▸ **Exercise brief**: For the entries that follow, state how many lines include the word "Road", giving the number and nothing else.

▸ **Recorded data**:
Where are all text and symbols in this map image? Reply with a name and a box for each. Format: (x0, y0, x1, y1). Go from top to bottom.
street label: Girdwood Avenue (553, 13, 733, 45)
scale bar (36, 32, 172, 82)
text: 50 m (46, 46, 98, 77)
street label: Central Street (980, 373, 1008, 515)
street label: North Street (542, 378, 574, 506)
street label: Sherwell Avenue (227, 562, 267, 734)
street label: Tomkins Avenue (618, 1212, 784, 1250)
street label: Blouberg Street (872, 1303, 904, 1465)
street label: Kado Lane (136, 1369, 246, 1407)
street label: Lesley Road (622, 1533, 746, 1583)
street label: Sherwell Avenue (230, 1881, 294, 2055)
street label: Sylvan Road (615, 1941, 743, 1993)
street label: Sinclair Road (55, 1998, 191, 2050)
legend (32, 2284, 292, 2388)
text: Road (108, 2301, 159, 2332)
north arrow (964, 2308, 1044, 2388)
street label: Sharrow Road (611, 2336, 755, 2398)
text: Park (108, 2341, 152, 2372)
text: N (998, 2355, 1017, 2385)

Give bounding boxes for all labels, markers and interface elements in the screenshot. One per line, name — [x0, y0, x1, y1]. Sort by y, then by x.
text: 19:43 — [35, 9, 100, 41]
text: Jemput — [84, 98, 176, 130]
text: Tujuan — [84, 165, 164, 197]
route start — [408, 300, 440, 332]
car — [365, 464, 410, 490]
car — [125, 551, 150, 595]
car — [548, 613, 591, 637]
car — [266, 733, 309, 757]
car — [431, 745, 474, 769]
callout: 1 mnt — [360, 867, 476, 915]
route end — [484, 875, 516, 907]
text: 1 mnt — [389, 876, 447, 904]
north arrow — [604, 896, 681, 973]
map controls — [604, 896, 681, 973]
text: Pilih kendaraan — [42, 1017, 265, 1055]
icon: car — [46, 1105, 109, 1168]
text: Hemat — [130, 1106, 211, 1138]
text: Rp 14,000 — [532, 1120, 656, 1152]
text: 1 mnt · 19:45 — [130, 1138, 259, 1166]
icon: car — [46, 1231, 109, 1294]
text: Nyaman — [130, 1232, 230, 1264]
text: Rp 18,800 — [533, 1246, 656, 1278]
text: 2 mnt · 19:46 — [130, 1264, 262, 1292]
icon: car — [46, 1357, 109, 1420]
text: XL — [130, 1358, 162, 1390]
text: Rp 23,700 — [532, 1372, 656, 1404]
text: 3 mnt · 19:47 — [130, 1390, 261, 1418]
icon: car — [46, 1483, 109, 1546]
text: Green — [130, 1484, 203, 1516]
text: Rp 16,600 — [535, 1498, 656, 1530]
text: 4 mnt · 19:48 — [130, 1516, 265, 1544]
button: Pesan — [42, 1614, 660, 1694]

▸ **Worked solution**: 5